Guys, I really didn’t expect to be gone for this long!
Here’s the thing. My life is totally in disarray right now. Greg just moved (across town, but it was just the two of us moving his whole apartment.) I’m also about to move, I’ve been training my new minion at work, (in the extra time that I don’t have) and I’m trying to figure a schedule for the next month and a half that isn’t completely insane. All this adds up to lots and lots of stress. Piles of it. And when I get stressed, I tend to hibernate. I am an introvert, and I need lots of alone time to process my stress. I also don’t like to spread it around. I know that sometimes it’s good to get a little help from one’s friends at a time like this, but honestly all of my friends are just as stressed out as I am right now. (several of them are still in school, and it’s finals time.) I also feel bad dumping my problems on other people, when I have great coping strategies. To wit, knitting and spinning! There has been a lot of both.
Some people ask me occasionally why I am so obsessed with knitting. I always explain it like this, and it actually seems to help non-fibery people understand why the fiber arts are so important. It’s like this. Everyone has stress, and everyone has ways of dealing with it. I am an EXTREMELY high stress person. Always have been. In order to keep my levels of stress from being crippling, I became a maker. I knit and spin, sew, do random projects that have nothing to do with those crafts, I embroider, and I write. The reason that I do all of those things is that I can take my stress, dissipate it, and convert my stress into a beautiful and unique thing. It’s like magic! Because of knitting and spinning, I’m a much happier and better adjusted person. I just wish that I had done both in college, because I think I would have had a much nicer experience.

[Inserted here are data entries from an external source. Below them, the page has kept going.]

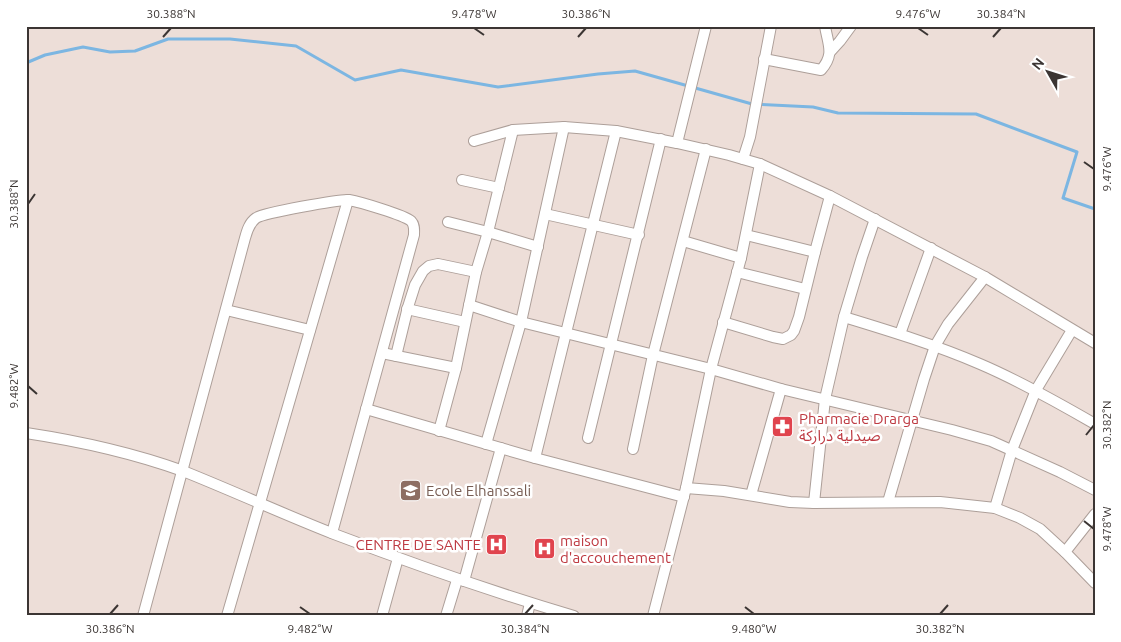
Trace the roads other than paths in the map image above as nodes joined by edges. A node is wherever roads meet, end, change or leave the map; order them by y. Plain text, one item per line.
1 (706, 26) edge
2 (771, 26) edge
3 (825, 26) edge
4 (850, 26) edge
5 (830, 52) junction
6 (764, 59) junction
7 (564, 127) junction
8 (513, 130) junction
9 (616, 131) junction
10 (661, 139) junction
11 (474, 141) dead end
12 (677, 143) junction
13 (706, 150) junction
14 (743, 159) junction
15 (760, 164) junction
16 (462, 180) dead end
17 (499, 188) junction
18 (830, 196) junction
19 (348, 200) junction
20 (545, 214) junction
21 (876, 219) junction
22 (448, 222) dead end
23 (593, 225) junction
24 (488, 232) junction
25 (638, 235) junction
26 (746, 235) junction
27 (683, 241) junction
28 (538, 247) junction
29 (931, 248) junction
30 (815, 252) junction
31 (741, 258) junction
32 (476, 272) junction
33 (737, 272) junction
34 (985, 277) junction
35 (805, 290) junction
36 (470, 305) junction
37 (407, 309) junction
38 (226, 310) junction
39 (844, 316) junction
40 (465, 322) junction
41 (521, 322) junction
42 (723, 322) junction
43 (310, 330) junction
44 (1072, 330) junction
45 (566, 332) junction
46 (900, 334) junction
47 (1095, 343) edge
48 (611, 344) junction
49 (935, 346) junction
50 (382, 353) junction
51 (653, 355) junction
52 (396, 356) junction
53 (456, 368) junction
54 (711, 369) junction
55 (781, 389) junction
56 (1036, 390) junction
57 (825, 399) junction
58 (366, 409) junction
59 (912, 421) junction
60 (1095, 424) edge
61 (439, 431) junction
62 (26, 434) edge
63 (588, 438) dead end
64 (486, 444) junction
65 (501, 448) junction
66 (633, 449) dead end
67 (1012, 450) junction
68 (535, 458) junction
69 (183, 470) junction
70 (1095, 490) edge
71 (685, 492) junction
72 (751, 495) junction
73 (260, 502) junction
74 (888, 502) junction
75 (814, 503) junction
76 (995, 508) junction
77 (1095, 514) edge
78 (332, 533) junction
79 (1065, 552) junction
80 (398, 558) junction
81 (461, 581) junction
82 (1095, 583) edge
83 (530, 603) junction
84 (144, 616) edge
85 (226, 616) edge
86 (382, 616) edge
87 (446, 616) edge
88 (527, 616) edge
89 (574, 616) edge
90 (653, 616) edge

1 - 12 street
2 - 6 street
3 - 5 street
4 - 5 street
5 - 6 street
6 - 14 street
7 - 8 street
7 - 9 street
7 - 20 street
8 - 11 street
8 - 17 street
9 - 10 street
9 - 23 street
10 - 12 street
10 - 25 street
12 - 13 street
13 - 14 street
13 - 27 street
14 - 15 street
15 - 18 street
15 - 26 street
16 - 17 street
17 - 24 street
18 - 21 street
18 - 30 street
19 - 38 street
19 - 43 street
19 - 50 street
20 - 23 street
20 - 28 street
21 - 29 street
21 - 39 street
22 - 24 street
23 - 25 street
23 - 45 street
24 - 28 street
24 - 32 street
25 - 48 street
26 - 30 street
26 - 31 street
27 - 31 street
27 - 51 street
28 - 41 street
29 - 34 street
29 - 46 street
30 - 35 street
31 - 33 street
32 - 36 street
32 - 37 street
33 - 35 street
33 - 42 street
34 - 44 street
34 - 49 street
35 - 42 street
36 - 40 street
36 - 41 street
37 - 40 street
37 - 52 street
38 - 43 street
38 - 69 street
39 - 46 street
39 - 57 street
40 - 53 street
41 - 45 street
41 - 64 street
42 - 54 street
43 - 73 street
44 - 47 street
44 - 56 street
45 - 48 street
45 - 68 street
46 - 49 street
48 - 51 street
48 - 63 street
49 - 56 street
49 - 59 street
50 - 52 street
50 - 58 street
51 - 54 street
51 - 66 street
52 - 53 street
53 - 61 street
54 - 55 street
54 - 71 street
55 - 57 street
55 - 72 street
56 - 60 street
56 - 67 street
57 - 59 street
57 - 75 street
58 - 61 street
58 - 78 street
59 - 67 street
59 - 74 street
61 - 64 street
62 - 69 street
64 - 65 street
65 - 68 street
65 - 81 street
67 - 70 street
67 - 76 street
68 - 71 street
69 - 73 street
69 - 84 street
71 - 72 street
71 - 90 street
72 - 75 street
73 - 78 street
73 - 85 street
74 - 75 street
74 - 76 street
76 - 79 street
77 - 79 street
78 - 80 street
79 - 82 street
80 - 81 street
80 - 86 street
81 - 83 street
81 - 87 street
83 - 88 street
83 - 89 street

All that being said, because of my high stress levels lately, I have knit a lot, (though it’s been mostly of the meat and potatoes variety. Yay plain vanilla socks!) and spun several absolutely gorgeous skeins of yarn. I will eventually show you all what I have created, but it seems like the work required to get things photographed is too much for me right now. That will eventually change, as I am methodically disposing of my stressors. However, expect the blog to be a little light on pictures until I get myself together again. I have been reading all of your blogs, and feeling very inspired by the beautiful things I’ve seen. Even if I am only lurking around the interwebs, I do really appreciate seeing what other makers are working on.
I’ll finish up this blog post with a story.
I decided to knit a pair of socks for my grandpa. He lives out in Colorado on a ranch, and I thought a pair of socks would be just the ticket for those long, cold winters up in the mountains. I went to Michael’s, and I found a skein of their lovely store brand self-striping merino/cashmere/nylon sock yarn in very manly browns and greens. My grandpa doesn’t like wild colors (like at all) so I was proud of myself for picking something that I knew he would like. I started knitting. After I had several inches of sock, I was feeling less sure of myself. Some of the stripes were looking pretty speckled, and there was some orange and some dark green that hadn’t really been obvious in the skein. I knew what I had to do. I went to Greg, and I asked him “What do you think about these colors?” without telling him my worries on the matter. His response was “I really like them. They are so cool and interesting!” My shoulders slumped in defeat. If Greg, the king of rainbow socks and exciting fashion choices, liked the striped socks that I was knitting for my grandpa, there was ABSOLUTELY NO WAY that my grandpa would wear them. He is a man of great restraint in the color department, and though he might put them on when I was coming to visit, he probably wouldn’t otherwise. Thus, I did the only thing that I could do. I turned to Greg, and said:
“So Greg, want some socks?”
Dude is getting all the sock love around here.